La sorgente di questo potere è la palpabile “attualità” dell’immagine, la concreta rivelazione di ciò che prima era nascosto, temuto o desiderato, la ridotta “distanza” tra lo spettatore e la realtà simulata. “Nel trattare avvenimenti o comportamenti, il cinema può spazzare via le le ordinarie barriere tecniche – parola, immagine – che stanno tra lo spettatore e la realtà fisica descritta dalla carta stampata” (6). Tuttavia, quando I Am Curios Yellow fu messo sotto giudizio per oscenità in molte città americane e in molti stati, la sceneggiatura completa era in vendita in tutto il Paese in edizione economica: i libri pornografici hard-core si trovano in tutti i drugstore americani, mentre le fotografie degli stessi atti no. Con il cinema, lo shock che è inevitabilmente legato alla rappresentazione di un soggetto o di un atto tabù raggiunge il suo punto più significativo. L’immagine è ampia e stabilisce un’immediata tensione con lo spettatore. Si muove su uno spazio luminoso contro uno sfondo totalmente nero. Vi può essere introdotta con terrore immediato o fascino distruttivo per mezzo di un commento, di zoomate, rapide panoramiche, effetti speciali, il tutto singolarmente o, ottenendo un effetto ancora più potente, per mezzo della loro combinazione.

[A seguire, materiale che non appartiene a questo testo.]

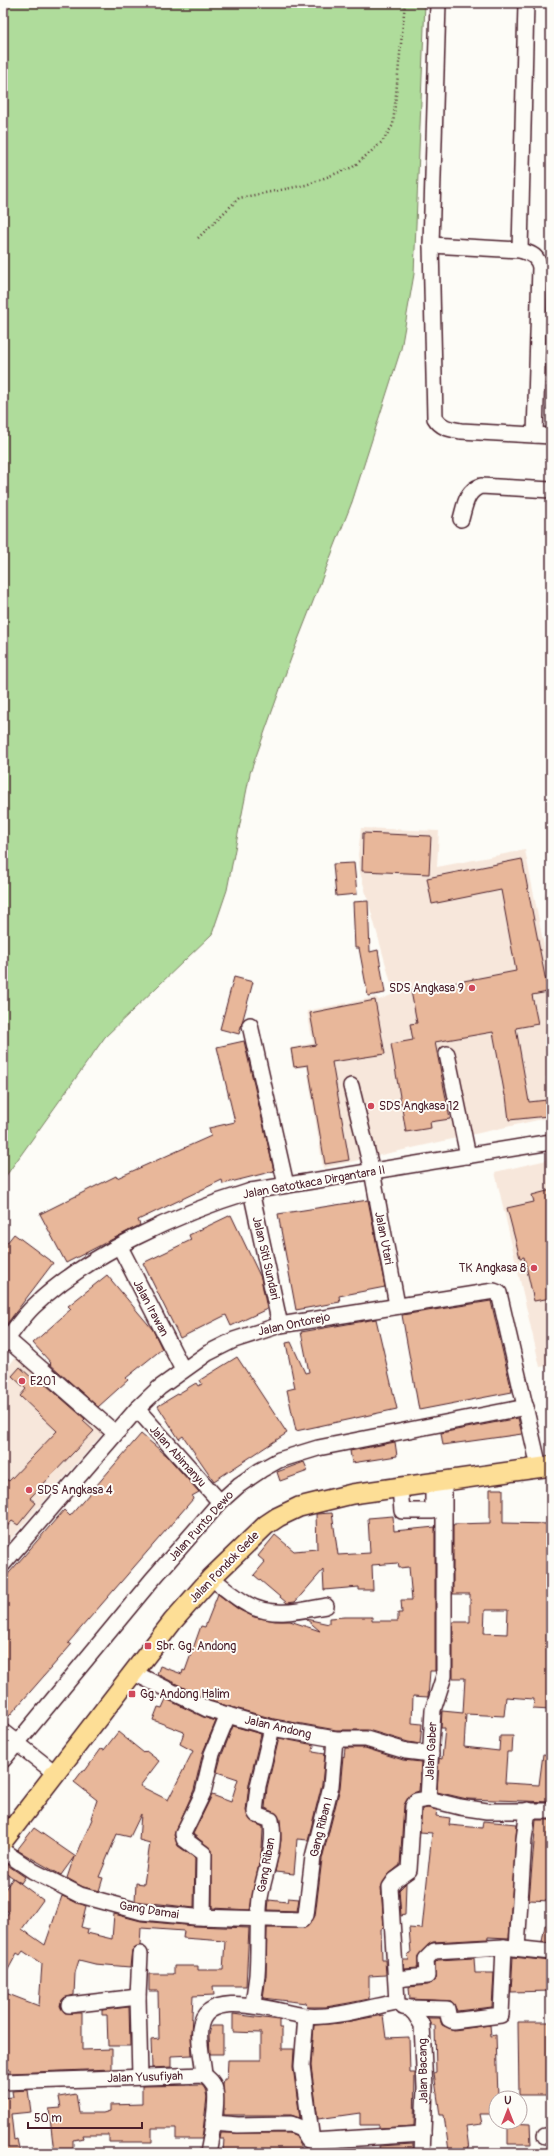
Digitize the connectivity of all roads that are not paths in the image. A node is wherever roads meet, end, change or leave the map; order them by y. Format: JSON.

Particolarmente traumatici sono i passaggi improvvisi e inaspettati da immagini innocue a immagini tabù. Assistiamo alla proiezione di film di ordinario “intrattenimento” senza rischi o paura, sicuri di partecipare a un’illusione: tutto può sembrare simile alla realtà ma non lo è. Quando invece ci confrontiamo con tabù come il sesso o la morte, avvertiamo immediatamente un elemento di rischio e un pericolo primordiale, come se l’immagine potesse toccarci, inghiottirci all’interno della sua stessa realtà. È in questi supremi momenti cinematografici che percepiamo la nostra affinità con l’uomo primitivo non ancora in grado di distinguere tra realtà e immagine: sia sottraendoci che ostentando una reverenziale complicità con l’immagine tabù, eleviamo a verità il riflesso di fasci luminosi sullo schermo.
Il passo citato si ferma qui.